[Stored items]
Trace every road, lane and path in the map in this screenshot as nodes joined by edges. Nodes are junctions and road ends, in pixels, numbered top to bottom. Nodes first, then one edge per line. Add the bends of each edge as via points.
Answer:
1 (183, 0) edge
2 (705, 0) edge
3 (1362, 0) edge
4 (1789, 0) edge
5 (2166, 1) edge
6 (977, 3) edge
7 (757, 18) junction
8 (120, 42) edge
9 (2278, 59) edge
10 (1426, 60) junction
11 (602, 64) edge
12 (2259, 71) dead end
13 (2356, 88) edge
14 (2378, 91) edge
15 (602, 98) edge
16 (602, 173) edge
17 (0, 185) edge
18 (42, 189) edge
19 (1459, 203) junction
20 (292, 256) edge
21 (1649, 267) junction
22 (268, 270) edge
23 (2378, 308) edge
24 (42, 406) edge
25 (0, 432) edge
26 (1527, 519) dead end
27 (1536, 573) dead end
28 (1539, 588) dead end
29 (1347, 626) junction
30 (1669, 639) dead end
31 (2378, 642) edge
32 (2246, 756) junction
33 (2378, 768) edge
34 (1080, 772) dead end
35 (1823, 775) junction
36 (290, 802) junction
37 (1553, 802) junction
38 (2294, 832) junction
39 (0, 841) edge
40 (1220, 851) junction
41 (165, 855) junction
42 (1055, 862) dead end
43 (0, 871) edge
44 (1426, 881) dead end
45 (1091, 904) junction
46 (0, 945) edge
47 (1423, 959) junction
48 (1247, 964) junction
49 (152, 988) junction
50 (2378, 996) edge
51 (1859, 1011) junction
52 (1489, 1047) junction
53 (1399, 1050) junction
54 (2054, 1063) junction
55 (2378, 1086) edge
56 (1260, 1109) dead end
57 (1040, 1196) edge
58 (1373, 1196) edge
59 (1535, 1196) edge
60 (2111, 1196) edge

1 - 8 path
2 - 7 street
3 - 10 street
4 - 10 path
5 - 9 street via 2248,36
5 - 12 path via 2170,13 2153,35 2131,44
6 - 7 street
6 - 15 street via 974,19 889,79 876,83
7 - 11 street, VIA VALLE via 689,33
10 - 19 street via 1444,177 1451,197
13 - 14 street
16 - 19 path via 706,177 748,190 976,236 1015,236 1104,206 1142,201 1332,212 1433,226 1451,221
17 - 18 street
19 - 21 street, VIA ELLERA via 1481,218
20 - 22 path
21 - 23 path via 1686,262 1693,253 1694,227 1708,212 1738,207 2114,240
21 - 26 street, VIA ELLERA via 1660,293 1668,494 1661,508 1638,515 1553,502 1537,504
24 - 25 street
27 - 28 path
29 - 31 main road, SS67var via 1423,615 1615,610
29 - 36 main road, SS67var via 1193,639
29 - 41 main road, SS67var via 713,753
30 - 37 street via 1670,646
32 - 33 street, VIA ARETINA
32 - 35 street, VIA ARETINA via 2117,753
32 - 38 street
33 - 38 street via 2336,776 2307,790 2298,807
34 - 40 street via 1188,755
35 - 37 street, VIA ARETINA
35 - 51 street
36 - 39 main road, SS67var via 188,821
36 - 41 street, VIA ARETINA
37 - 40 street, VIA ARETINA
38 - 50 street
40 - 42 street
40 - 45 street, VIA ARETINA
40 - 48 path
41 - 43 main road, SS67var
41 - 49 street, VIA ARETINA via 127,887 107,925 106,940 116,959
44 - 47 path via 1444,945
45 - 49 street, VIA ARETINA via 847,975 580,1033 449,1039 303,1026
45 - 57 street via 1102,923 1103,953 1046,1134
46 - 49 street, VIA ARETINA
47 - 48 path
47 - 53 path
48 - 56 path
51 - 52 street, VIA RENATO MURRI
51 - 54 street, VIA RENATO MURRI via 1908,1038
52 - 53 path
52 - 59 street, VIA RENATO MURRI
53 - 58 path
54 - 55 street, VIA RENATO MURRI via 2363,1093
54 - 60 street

* **Exercise brief**: Look through the entries above. Copy each line in which the string "road" occurs.

* **Output of the task**:
Trace every road, lane and path in the map in this screenshot as nodes joined by edges. Nodes are junctions and road ends, in pixels, numbered top to bottom. Nodes first, then one edge per line. Add the bends of each edge as via points.
29 - 31 main road, SS67var via 1423,615 1615,610
29 - 36 main road, SS67var via 1193,639
29 - 41 main road, SS67var via 713,753
36 - 39 main road, SS67var via 188,821
41 - 43 main road, SS67var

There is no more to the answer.